Wolverine introduced a new lighter-weight sensibility to the line, beginning with a trail running shoe called the "Jungle Runner."[4] This initial foray into lightweight footwear was not a commercial success, but a team led by Clark Matis came up with the idea of using a very aggressive trail running outsole with a casual slip-on upper made of pigskin suede, a material previously perfected and used extensively in the Hush Puppies line.[4]

The work of Matis' design group culminated with the introduction of what would become the brand's signature shoe, the "Jungle Moc."[2] The new product was a smash success, with total shipments of Jungle Mocs hitting 3.5 million pairs by 2002.[2] The 10 millionth pair of Jungle Mocs was shipped in 2009, with the style continuing in production to the present date.[2]

In 2007, the Merrell line was expanded yet again to include apparel and accessories.[2]

By 2010, Merrell products were being sold in 151 countries.[2] Annual sales for the brand totaled nearly $500 million in 2010.[3]

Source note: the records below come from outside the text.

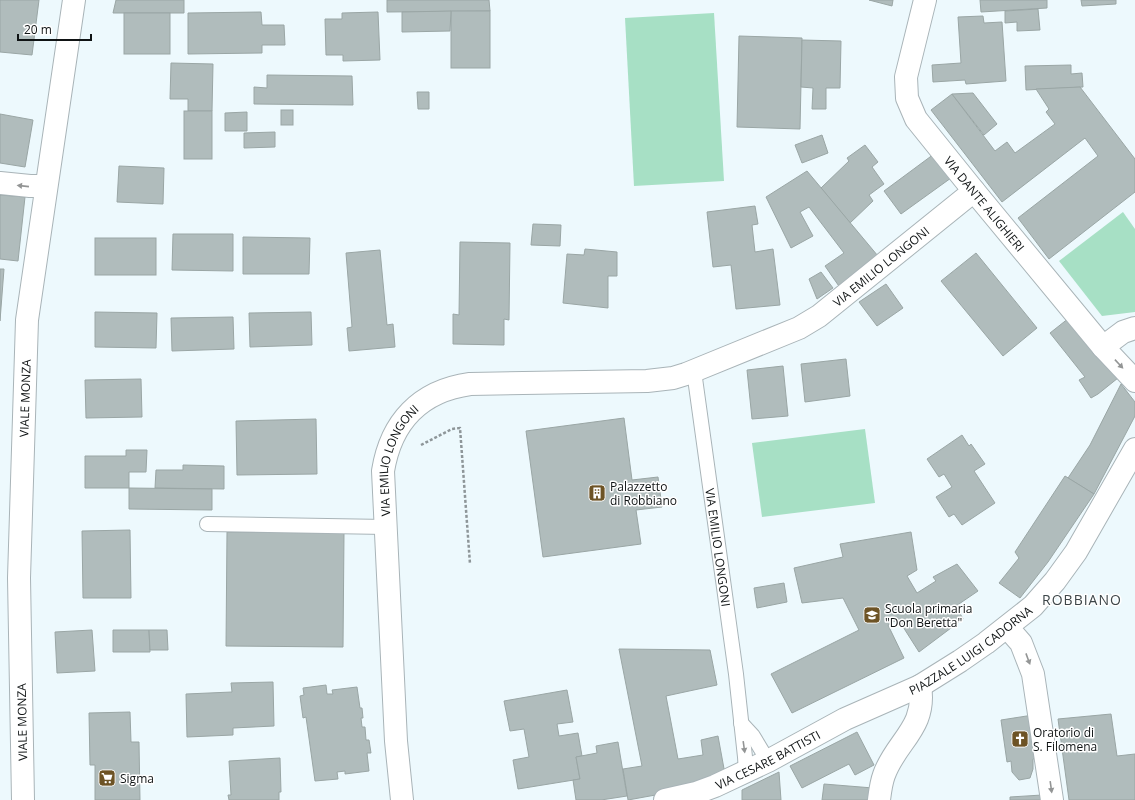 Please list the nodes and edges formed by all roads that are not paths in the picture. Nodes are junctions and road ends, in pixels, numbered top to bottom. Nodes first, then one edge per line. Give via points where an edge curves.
1 (74, 0) edge
2 (925, 0) edge
3 (0, 183) edge
4 (46, 186) junction
5 (974, 192) junction
6 (1135, 328) edge
7 (1103, 347) junction
8 (694, 371) junction
9 (1135, 382) edge
10 (1135, 450) edge
11 (207, 524) dead end
12 (386, 527) junction
13 (1007, 627) junction
14 (920, 686) junction
15 (845, 719) joint
16 (741, 724) junction
17 (768, 761) junction
18 (746, 772) junction
19 (23, 800) edge
20 (402, 800) edge
21 (665, 800) edge
22 (879, 800) edge
23 (1052, 800) edge

1 - 4 street, VIALE MONZA
2 - 5 street, VIA DANTE ALIGHIERI via 906,77 907,98 916,119
4 -> 3 street
4 - 19 street, VIALE MONZA via 26,328 19,578
5 - 7 street, VIA DANTE ALIGHIERI
5 - 8 street, VIA EMILIO LONGONI via 819,316 799,328
6 - 7 street via 1123,332
7 -> 9 street, VIA DANTE ALIGHIERI
8 - 12 street, VIA EMILIO LONGONI via 673,378 647,381 470,384 434,395 409,413 390,442 383,471
8 - 16 lane, VIA EMILIO LONGONI
10 - 13 street, PIAZZALE LUIGI CADORNA via 1076,552 1055,581 1032,606
11 - 12 lane
12 - 20 street, VIA EMILIO LONGONI via 396,742
13 - 14 street, PIAZZALE LUIGI CADORNA
13 -> 23 street via 1021,643 1033,674
14 - 15 street, PIAZZALE LUIGI CADORNA
14 - 22 street via 922,700 919,717 884,775
15 - 17 street, VIA CESARE BATTISTI
16 - 17 lane via 753,736
16 -> 18 lane, VIA EMILIO LONGONI
17 - 18 street, VIA CESARE BATTISTI
18 - 21 street, VIA CESARE BATTISTI via 696,793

The company operates 116 of its own concept stores around the world, with another 20 to 25 new stores planned to open in 2011.[5] Merrell has declared that it is aiming for 15% of its sales to come through company stores and e-commerce sometime in the near future.[5]

Footnotes[edit]

  1. ^ "Upward Bound," Footwear News, vol. 67, no. 2 (January 17, 2011), pg. 18.
  2. ^ a b c d e f g h i j k l m n o p q r Wayne Niemi, "Upward Bound," Footwear News, vol. 67, no. 2 (January 17, 2011), pg. 18.
  3. ^ a b Wayne Niemi, "Making Merrell," Footwear News, vol. 67, no. 2 (January 17, 2011), pg. 13.
  4. ^ a b Wayne Niemi, "The Next Chapter: Wolverine President and CEO Blake Krueger Reveals How the Brand Plans to Exploit New Growth Opportunities," Footwear News, vol. 67, no. 2 (January 17, 2011), pg. 14.
  5. ^ a b Kristen Henning, "Retail Revamp," Footwear News, vol. 67, no. 2 (January 17, 2011), pg. 20.